Why keep the fire pans? Rabbi Isaac ben Moses Arama (Spain, 15th century) observes, “The fire pans, as the object with which a heinous crime against God had been committed, should have been banished from the sanctuary… It would have been more fitting to have used Aaron’s fire pans and his alone to serve as a sign of holiness!” But that’s not what happens.
The fire pans were not destroyed, nor forgotten, hidden away, never to be spoken of again. Rather, they became part of the altar, the place where the very service of God takes place, not in spite of the fact that they were used in a heinous sin, but because of it. The fire pans are transformed into holy reminders to the children of Israel about the importance of serving God in truth.
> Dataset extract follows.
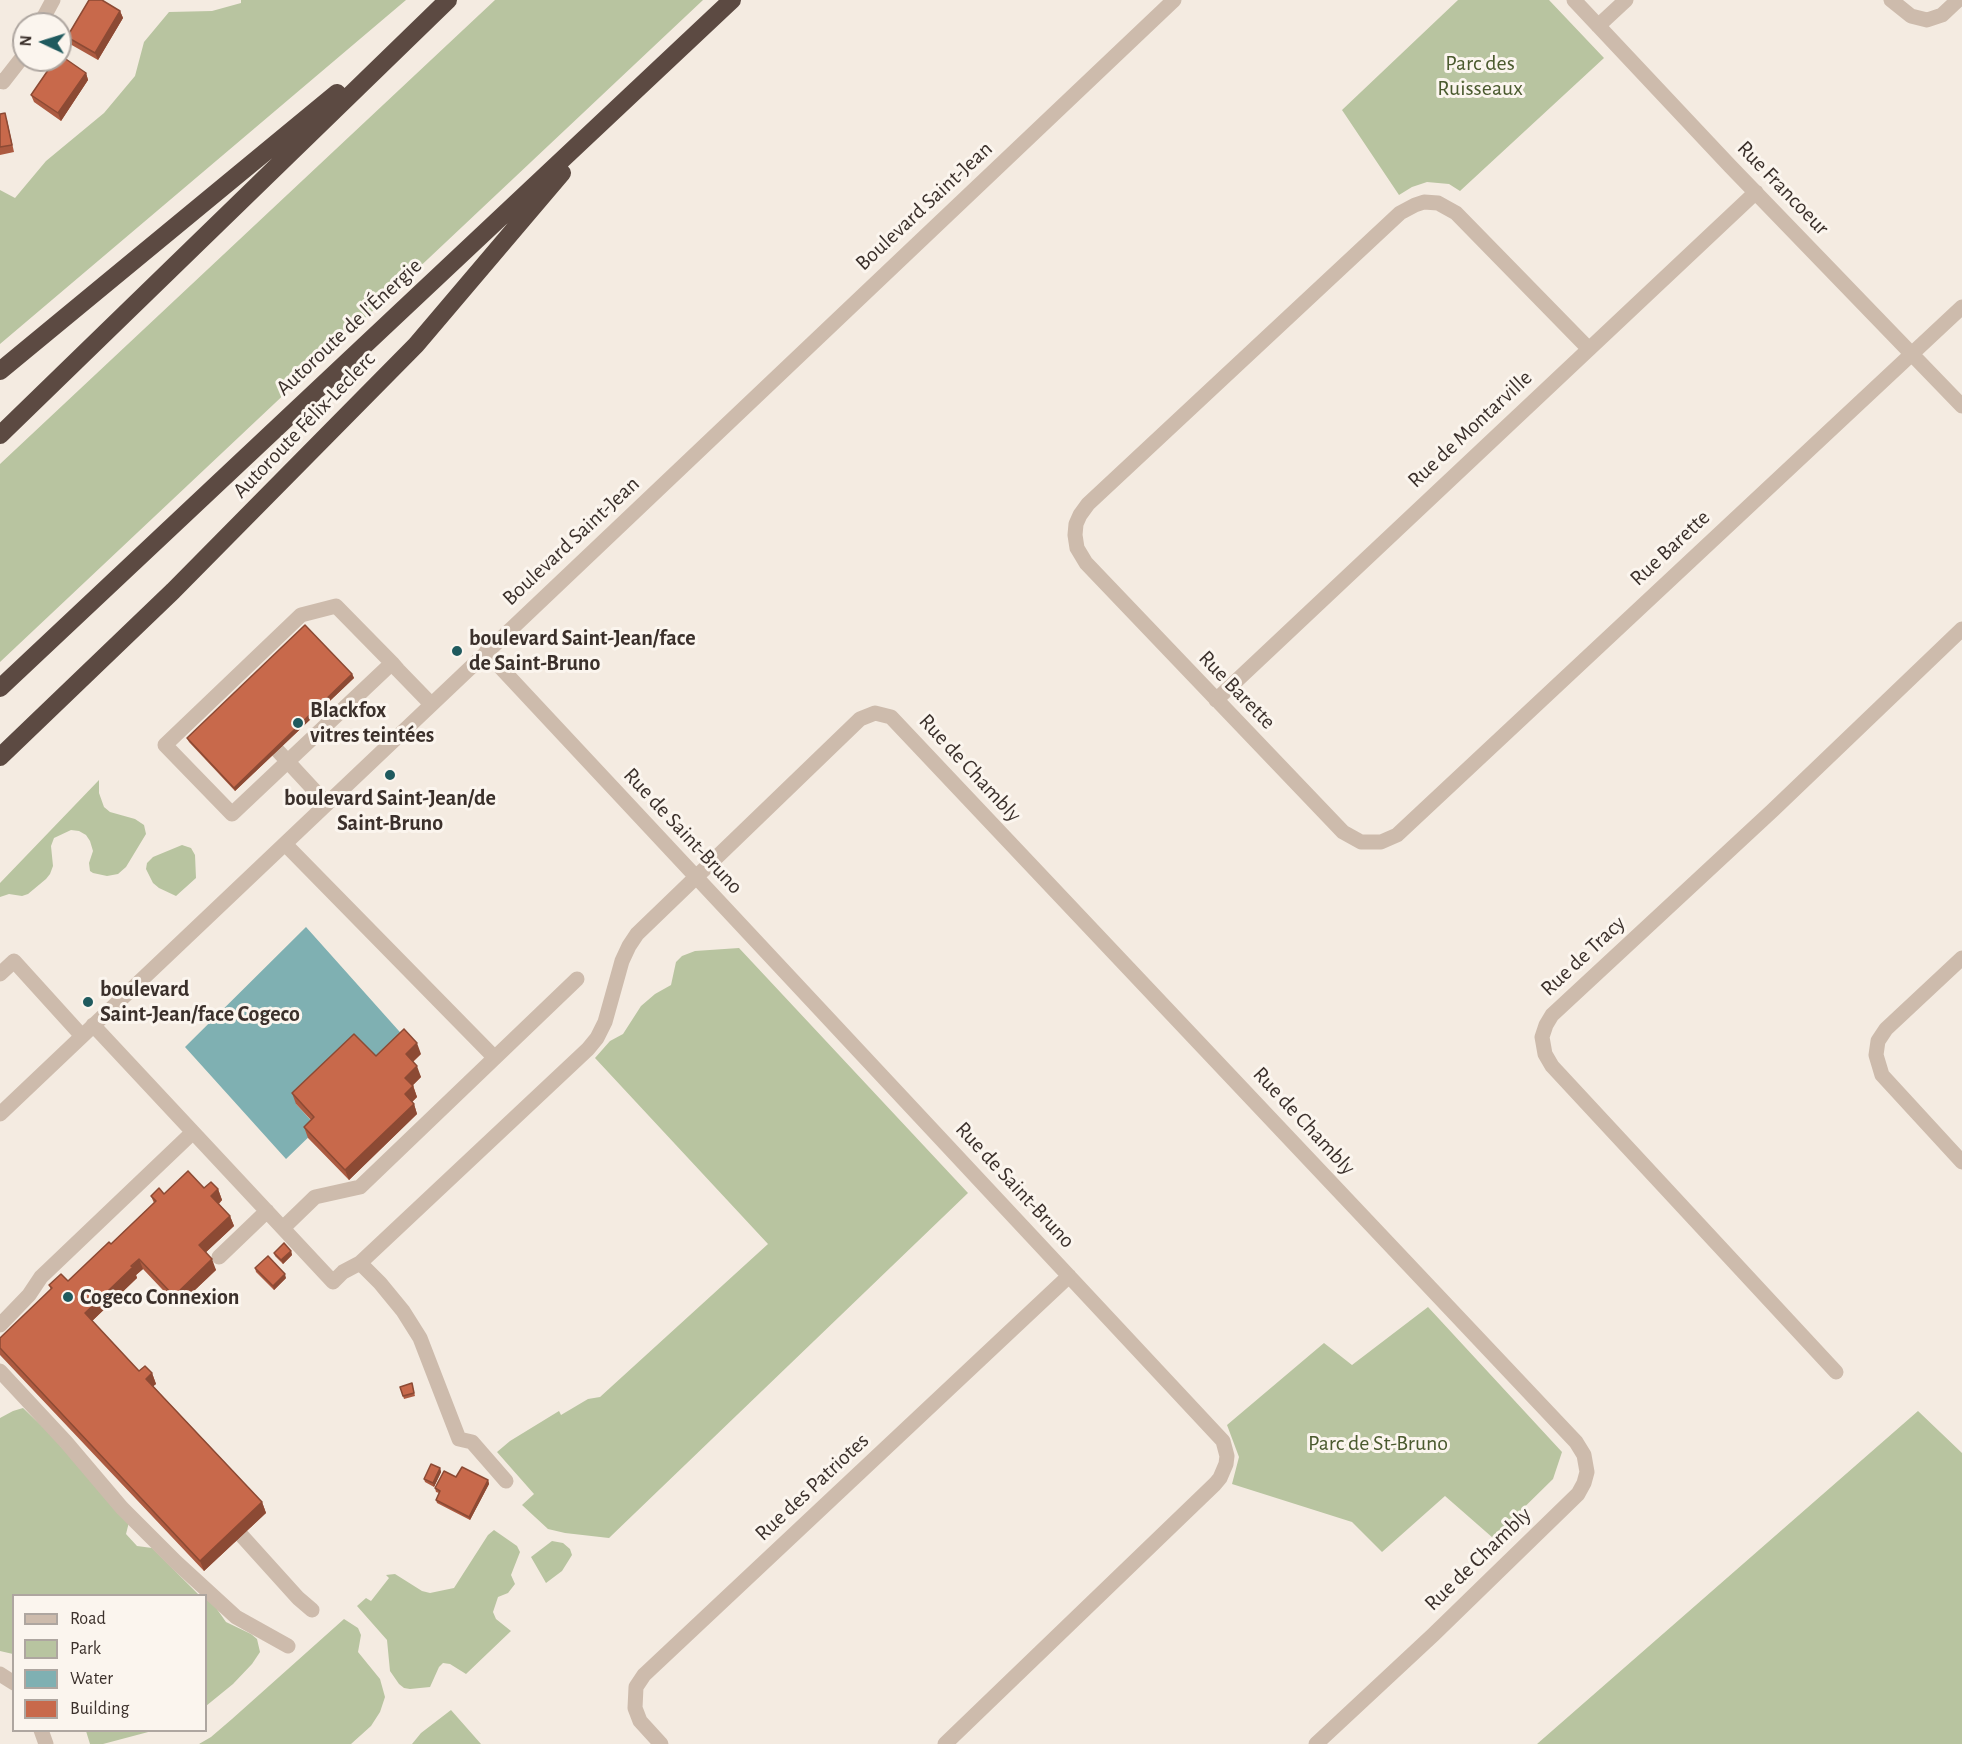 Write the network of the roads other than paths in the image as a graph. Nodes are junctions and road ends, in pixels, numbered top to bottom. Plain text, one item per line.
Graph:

Arama writes, “[The pans] symbolized the victory over falsehood. They were used, admittedly, by sinners, but served to vindicate, in the end, the cause of truth and were therefore sanctified to become a sign to the children of Israel. Whatever counters and abrogates the enemy of holiness is certainly holy – there is none better than he who vanquishes the enemy and there is no vessel holier than that which vindicates the cause of the saint.”
Truth is hard. So often we choose falsehood because it allows us to preserve a perfect sense of ourselves rather than be reminded of who we were. Korah and his companions must not be forgotten; they are part of the Jewish people and part of our own story. The fire pans they used become a central part of how we serve God.
We remember Korah and his companions not to pour salt in a wound, nor to prevent ourselves from moving forward, but to learn from their mistake. By so doing we redeem them, and ourselves.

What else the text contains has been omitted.